Why Girls Are Wearing Foxtails

Foxtails, Fetishes & Foxy Girls

Chloe Thurlow
3 min readMar 11, 2016

Foxtails are furry and fun to wear. I prefer seeing foxtails on foxes. Where they belong. But, once they are freed from the fox and fitted with a butt-plug, they take on all the charms of an aphrodisiac.

Girls who hang foxtails on their bags or belts reveal a hidden desire to be hunted through the woods and taken on a bed of leaves. Stripping off and inserting a foxtail feels as if you are obeying your natural instincts.

Men have always hunted foxes and always called women foxy. A total fox. A real vixen. Men don’t call women doggy. They call us a bitch, a cow, a snake. Foxy, on the other hand, is enigmatic, steeped in myth. Being foxy suggests that a girl is good in the sack. It is loosely flattering, but carries the subtext that a foxy girl is as quick as a fox, as sly as a fox, a shapeshifter.

Women are not likened to the orang-utang, zebra, elephant, tiger or horse. A pony-girl, of course, carries different connotations. Some men have enjoyed having lion tagged on to their name: Richard the Lionheart, Haile Selassie, Lion of Judah. Men relish being compared to eagles, raging bulls, sharks. Girls at one time were called birds. Never fish or dolphins, and whales would be pejorative.

Foxtails Through the Ages

Foxtails are becoming something of a fetish. They are virtually de rigueur at modern-day medieval fairs, but lacking now, I’m sure, is the jolly debauchery of Elizabethan times. Back then, young wenches at Renaissance Fairs would wear a foxtail so that it would attract fleas (I’m not kidding) — and ensure that their bodies were flea-free for their lovers. As Michael Starnes reports at New Myths.com: “You only sleep alone at the Renaissance Fair when you want to sleep alone.”

Foxtails came to represent sexual status. A woman wearing many tails was boasting how many lovers she had had, while a single tail worn as a stole made it clear she was looking for some creature comfort. Those neurotic Victorian ladies with foxtail collars were letting it be known that they were foxy, even if they didn’t realise it. My Grandma wore a foxtail and I look just like her!

Rosemary Horrox in her study, The Black Death, quotes from a 1344 entry by John of Reading in his Chronica Johannis de Reading et Anonymi Cantuariensis, that ‘women were wearing clothes so tight that they wore a fox tail hanging down inside their skirts at the back to hide their arses.’ John of Reading equates this immodesty in dress with the sin of pride and complains that it will surely bring down ‘future misfortune.’ What a killjoy!

Foxtail Butt-Plugs

The Romans regarded foxes as fire demons, perhaps because of their reddish coats. In Christian mythology, the fox is associated with the devil. Japanese legends tell of fox spirits called kitsune that can turn themselves into people, a present-day Japanese cult followed across the world. American Indians, Eskimos and across Asia, the fox characterises sexual seductiveness. There are many folk talks of foxes turning into beautiful young women and beautiful young women turning foxy.
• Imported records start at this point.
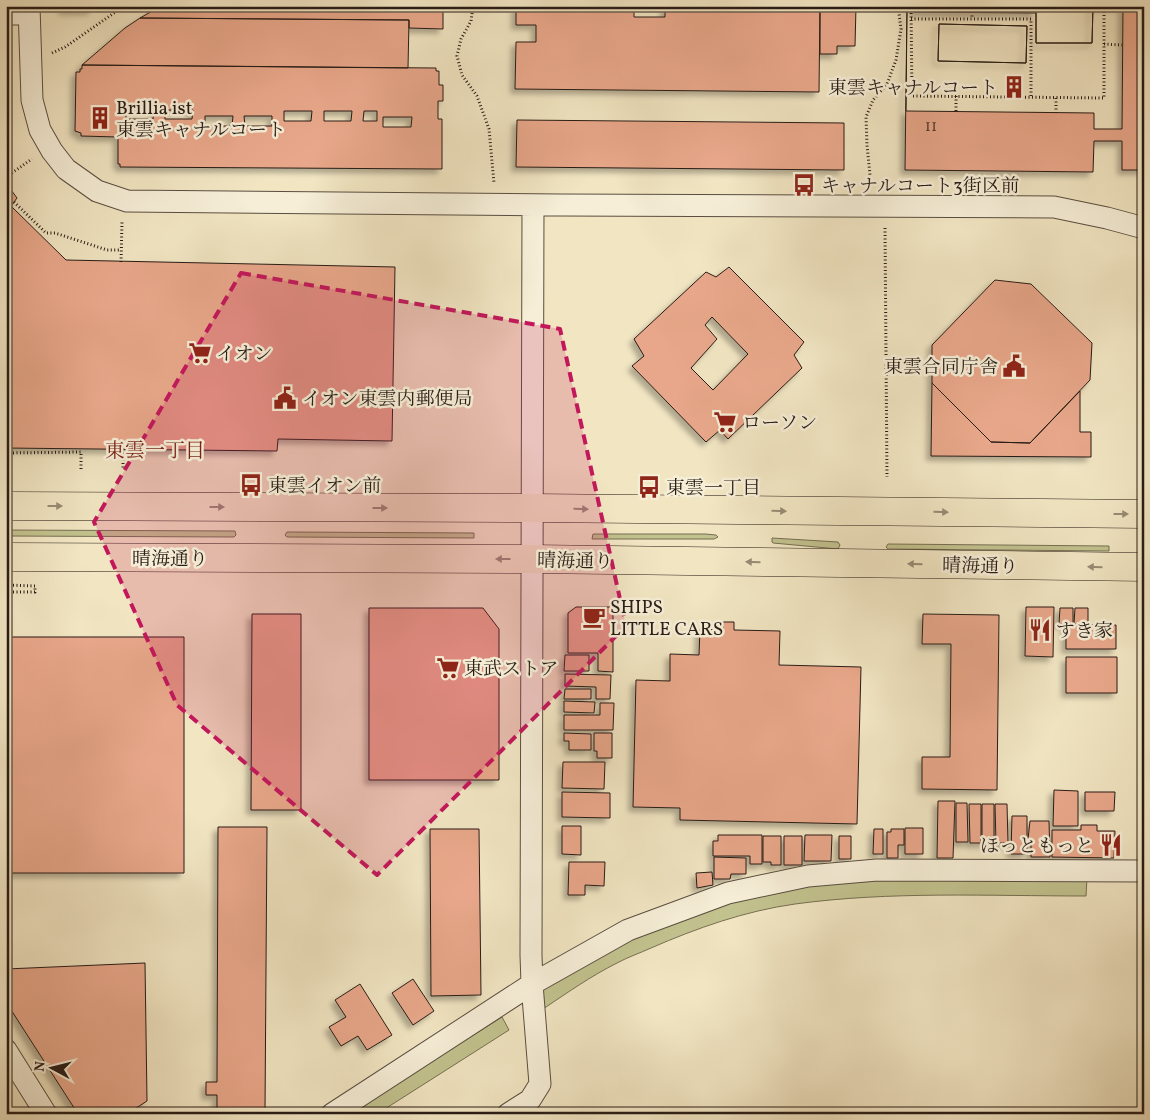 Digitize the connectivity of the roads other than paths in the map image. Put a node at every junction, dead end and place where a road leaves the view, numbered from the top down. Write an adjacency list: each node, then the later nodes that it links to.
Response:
1 (29, 10): 2 (street); 3 (street)
2 (6, 14)
3 (533, 205): 4 (street); 6 (street)
4 (1144, 228)
5 (6, 506): 6 (main road, one-way to 6)
6 (533, 508): 7 (main road, one-way to 7); 9 (street)
7 (1144, 514)
8 (6, 557): 9 (main road, 晴海通り, one-way to 8)
9 (533, 559): 10 (main road, 晴海通り, one-way to 9); 12 (street)
10 (1144, 567)
11 (1144, 871): 12 (street)
12 (532, 984): 15 (street); 16 (street)
13 (6, 1050): 14 (street)
14 (46, 1114)
15 (332, 1114)
16 (508, 1114)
Louis Vuitton hangs foxtail tassels on his tote bags, a foxtail keying is considered lucky, and foxtail butt-plugs are available in a palette of designs, even from those masters of decorum at Amazon.

Contemporary butt-plugs are snug, hygienic and comfortable. Inserting a plug makes the vagina tighter by reducing the amount of space in the pelvis. This heightens the sensation on the vaginal walls by increasing pressure during intercourse and oral sex. Contractions around the plug are more intense and you know what intense contractions mean: more intense orgasms. Before anal sex, wash plugs in lube to prepare the passage for penetration.

Why foxtails? Just as Alexander Fleming discovered penicillin by accident scraping mould from the dinner plates, those renaissance maidens plagued by fleas found that the butt-end of a foxtail inserted in their bums both heightened sexual pleasure and added a primal kink making love with a nice furry tail sliding about between them and their lovers.